Dabei gelangt Polly in die Parallelwelt von Reverie. In dieser Welt leben die sogenannten Bestrebungen. Wesen, welche die Träume und Hoffnungen der Menschen repräsentieren und jeweils einen von sechs Aspekten verkörpern: Seligkeit, Macht, Bindung, Wahrheit, Chaos und Ruhm. Doch der Welt von Reverie geht es schlecht und so muss Polly neben der Suche nach ihrer Mutter auch den Bestrebungen helfen.
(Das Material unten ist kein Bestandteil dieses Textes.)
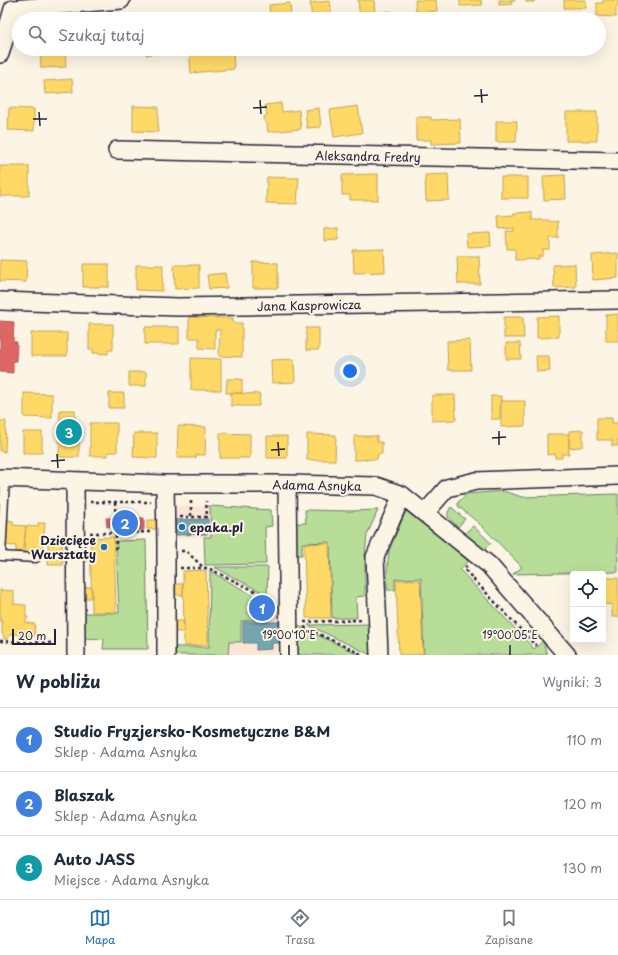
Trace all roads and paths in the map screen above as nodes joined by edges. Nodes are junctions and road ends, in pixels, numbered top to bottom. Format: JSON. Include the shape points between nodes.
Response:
{"nodes":[{"id":1,"x":121,"y":0,"type":"edge"},
{"id":2,"x":12,"y":12,"type":"edge"},
{"id":3,"x":12,"y":12,"type":"edge"},
{"id":4,"x":0,"y":54,"type":"edge"},
{"id":5,"x":117,"y":150,"type":"dead end"},
{"id":6,"x":618,"y":161,"type":"edge"},
{"id":7,"x":618,"y":300,"type":"edge"},
{"id":8,"x":0,"y":301,"type":"edge"},
{"id":9,"x":618,"y":476,"type":"edge"},
{"id":10,"x":3,"y":478,"type":"edge"},
{"id":11,"x":75,"y":482,"type":"junction"},
{"id":12,"x":165,"y":484,"type":"junction"},
{"id":13,"x":287,"y":484,"type":"junction"},
{"id":14,"x":402,"y":495,"type":"junction"},
{"id":15,"x":190,"y":501,"type":"dead end"},
{"id":16,"x":206,"y":501,"type":"dead end"},
{"id":17,"x":115,"y":502,"type":"dead end"},
{"id":18,"x":425,"y":513,"type":"junction"},
{"id":19,"x":191,"y":517,"type":"junction"},
{"id":20,"x":166,"y":525,"type":"junction"},
{"id":21,"x":75,"y":533,"type":"junction"},
{"id":22,"x":116,"y":533,"type":"junction"},
{"id":23,"x":114,"y":548,"type":"dead end"},
{"id":24,"x":166,"y":551,"type":"junction"},
{"id":25,"x":36,"y":558,"type":"dead end"},
{"id":26,"x":166,"y":568,"type":"junction"},
{"id":27,"x":204,"y":568,"type":"junction"},
{"id":28,"x":288,"y":602,"type":"junction"},
{"id":29,"x":378,"y":620,"type":"junction"},
{"id":30,"x":292,"y":622,"type":"junction"},
{"id":31,"x":0,"y":641,"type":"edge"},
{"id":32,"x":53,"y":643,"type":"dead end"},
{"id":33,"x":76,"y":655,"type":"edge"},
{"id":34,"x":166,"y":655,"type":"edge"},
{"id":35,"x":289,"y":655,"type":"edge"},
{"id":36,"x":363,"y":655,"type":"edge"},
{"id":37,"x":379,"y":655,"type":"edge"},
{"id":38,"x":567,"y":655,"type":"edge"}],
"edges":[{"from":1,"to":2,"type":"street","via":[[13,9]]},
{"from":3,"to":4,"type":"street"},
{"from":5,"to":6,"type":"street","name":"Aleksandra Fredry"},
{"from":7,"to":8,"type":"street","name":"Jana Kasprowicza","via":[[178,307]]},
{"from":9,"to":18,"type":"street","via":[[476,481],[447,488]]},
{"from":10,"to":11,"type":"street","name":"Adama Asnyka"},
{"from":10,"to":25,"type":"lane","via":[[1,556]]},
{"from":11,"to":12,"type":"street","name":"Adama Asnyka"},
{"from":11,"to":21,"type":"street"},
{"from":12,"to":13,"type":"street","name":"Adama Asnyka"},
{"from":12,"to":20,"type":"street"},
{"from":13,"to":14,"type":"street","name":"Adama Asnyka","via":[[376,486]]},
{"from":13,"to":28,"type":"street"},
{"from":14,"to":18,"type":"street","name":"Adama Asnyka"},
{"from":14,"to":29,"type":"street","via":[[375,557]]},
{"from":15,"to":19,"type":"path"},
{"from":16,"to":19,"type":"path","via":[[207,517]]},
{"from":17,"to":22,"type":"path"},
{"from":18,"to":38,"type":"street","name":"Adama Asnyka","via":[[489,565]]},
{"from":19,"to":20,"type":"path"},
{"from":20,"to":22,"type":"path"},
{"from":20,"to":24,"type":"street"},
{"from":21,"to":22,"type":"path"},
{"from":21,"to":33,"type":"street"},
{"from":22,"to":23,"type":"path"},
{"from":24,"to":26,"type":"street"},
{"from":24,"to":27,"type":"path","via":[[186,551]]},
{"from":26,"to":27,"type":"path"},
{"from":26,"to":34,"type":"street"},
{"from":27,"to":28,"type":"path","via":[[271,599]]},
{"from":28,"to":30,"type":"street"},
{"from":29,"to":30,"type":"path"},
{"from":29,"to":37,"type":"street"},
{"from":30,"to":35,"type":"street"},
{"from":30,"to":36,"type":"path"},
{"from":31,"to":32,"type":"path"}]}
Schon bald lernen wir, dass sich alle Geschehnisse in Reverie und der realen Welt gegenseitig beeinflussen. Die beiden Welten existieren in einer Art Symbiose. Geht es der einen schlecht, leidet auch die andere. Polly nimmt dabei als eine Art Auserwählte eine besondere Rolle ein. Als Orakel ist sie das Bindeglied. Ihre Entscheidungen bestimmen die Zukunft der beiden Welten.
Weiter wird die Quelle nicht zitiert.